- [PROMPT] The copy you give must match the records exactly, except that it holds no images.

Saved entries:
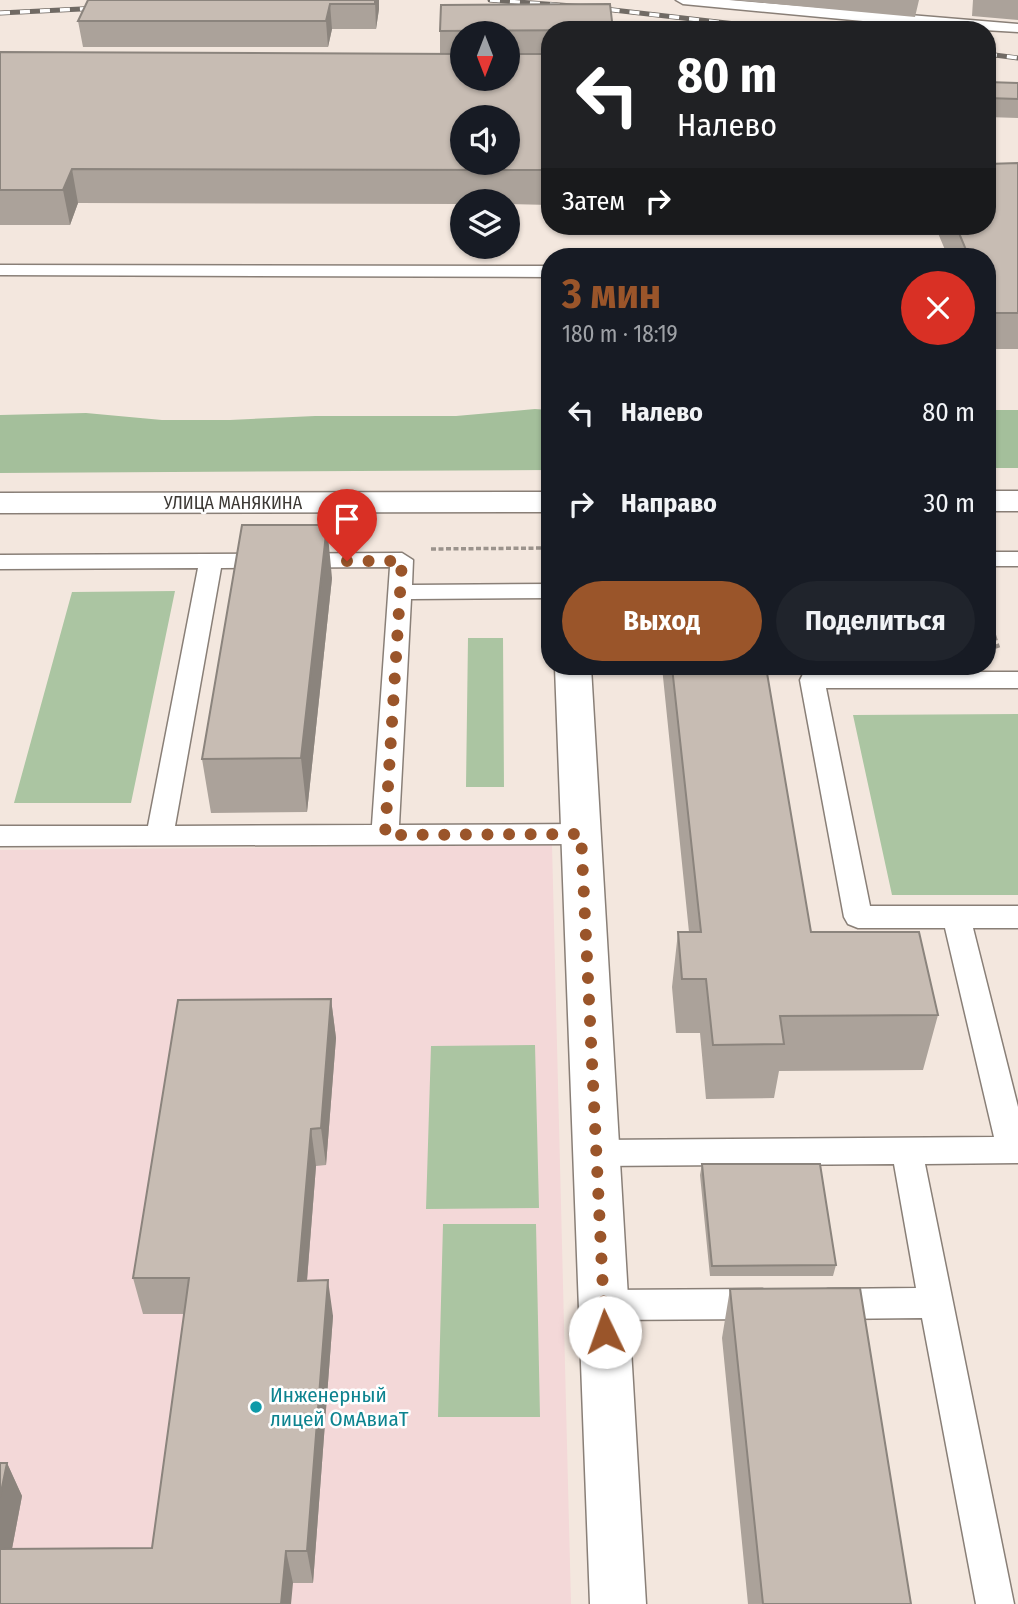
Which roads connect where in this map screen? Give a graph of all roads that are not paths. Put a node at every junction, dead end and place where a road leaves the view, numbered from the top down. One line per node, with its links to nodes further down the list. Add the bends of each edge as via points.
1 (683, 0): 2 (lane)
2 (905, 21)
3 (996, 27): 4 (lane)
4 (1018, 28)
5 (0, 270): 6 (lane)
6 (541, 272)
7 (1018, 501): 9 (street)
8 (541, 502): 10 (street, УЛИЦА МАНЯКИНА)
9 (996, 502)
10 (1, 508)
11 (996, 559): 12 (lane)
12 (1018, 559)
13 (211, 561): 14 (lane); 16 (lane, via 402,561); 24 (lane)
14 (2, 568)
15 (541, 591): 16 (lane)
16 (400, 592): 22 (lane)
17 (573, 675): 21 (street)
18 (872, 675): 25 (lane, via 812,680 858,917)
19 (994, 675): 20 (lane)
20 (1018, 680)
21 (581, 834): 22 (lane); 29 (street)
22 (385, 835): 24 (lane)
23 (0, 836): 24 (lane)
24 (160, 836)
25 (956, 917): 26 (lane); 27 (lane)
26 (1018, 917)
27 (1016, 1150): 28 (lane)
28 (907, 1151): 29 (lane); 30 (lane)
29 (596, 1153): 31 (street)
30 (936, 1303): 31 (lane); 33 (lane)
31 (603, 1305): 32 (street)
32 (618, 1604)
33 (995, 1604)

- [OUTPUT OF THE EXERCISE]
Which roads connect where in this map screen? Give a graph of all roads that are not paths. Put a node at every junction, dead end and place where a road leaves the view, numbered from the top down. One line per node, with its links to nodes further down the list. Add the bends of each edge as via points.
1 (683, 0): 2 (lane)
2 (905, 21)
3 (996, 27): 4 (lane)
4 (1018, 28)
5 (0, 270): 6 (lane)
6 (541, 272)
7 (1018, 501): 9 (street)
8 (541, 502): 10 (street, УЛИЦА МАНЯКИНА)
9 (996, 502)
10 (1, 508)
11 (996, 559): 12 (lane)
12 (1018, 559)
13 (211, 561): 14 (lane); 16 (lane, via 402,561); 24 (lane)
14 (2, 568)
15 (541, 591): 16 (lane)
16 (400, 592): 22 (lane)
17 (573, 675): 21 (street)
18 (872, 675): 25 (lane, via 812,680 858,917)
19 (994, 675): 20 (lane)
20 (1018, 680)
21 (581, 834): 22 (lane); 29 (street)
22 (385, 835): 24 (lane)
23 (0, 836): 24 (lane)
24 (160, 836)
25 (956, 917): 26 (lane); 27 (lane)
26 (1018, 917)
27 (1016, 1150): 28 (lane)
28 (907, 1151): 29 (lane); 30 (lane)
29 (596, 1153): 31 (street)
30 (936, 1303): 31 (lane); 33 (lane)
31 (603, 1305): 32 (street)
32 (618, 1604)
33 (995, 1604)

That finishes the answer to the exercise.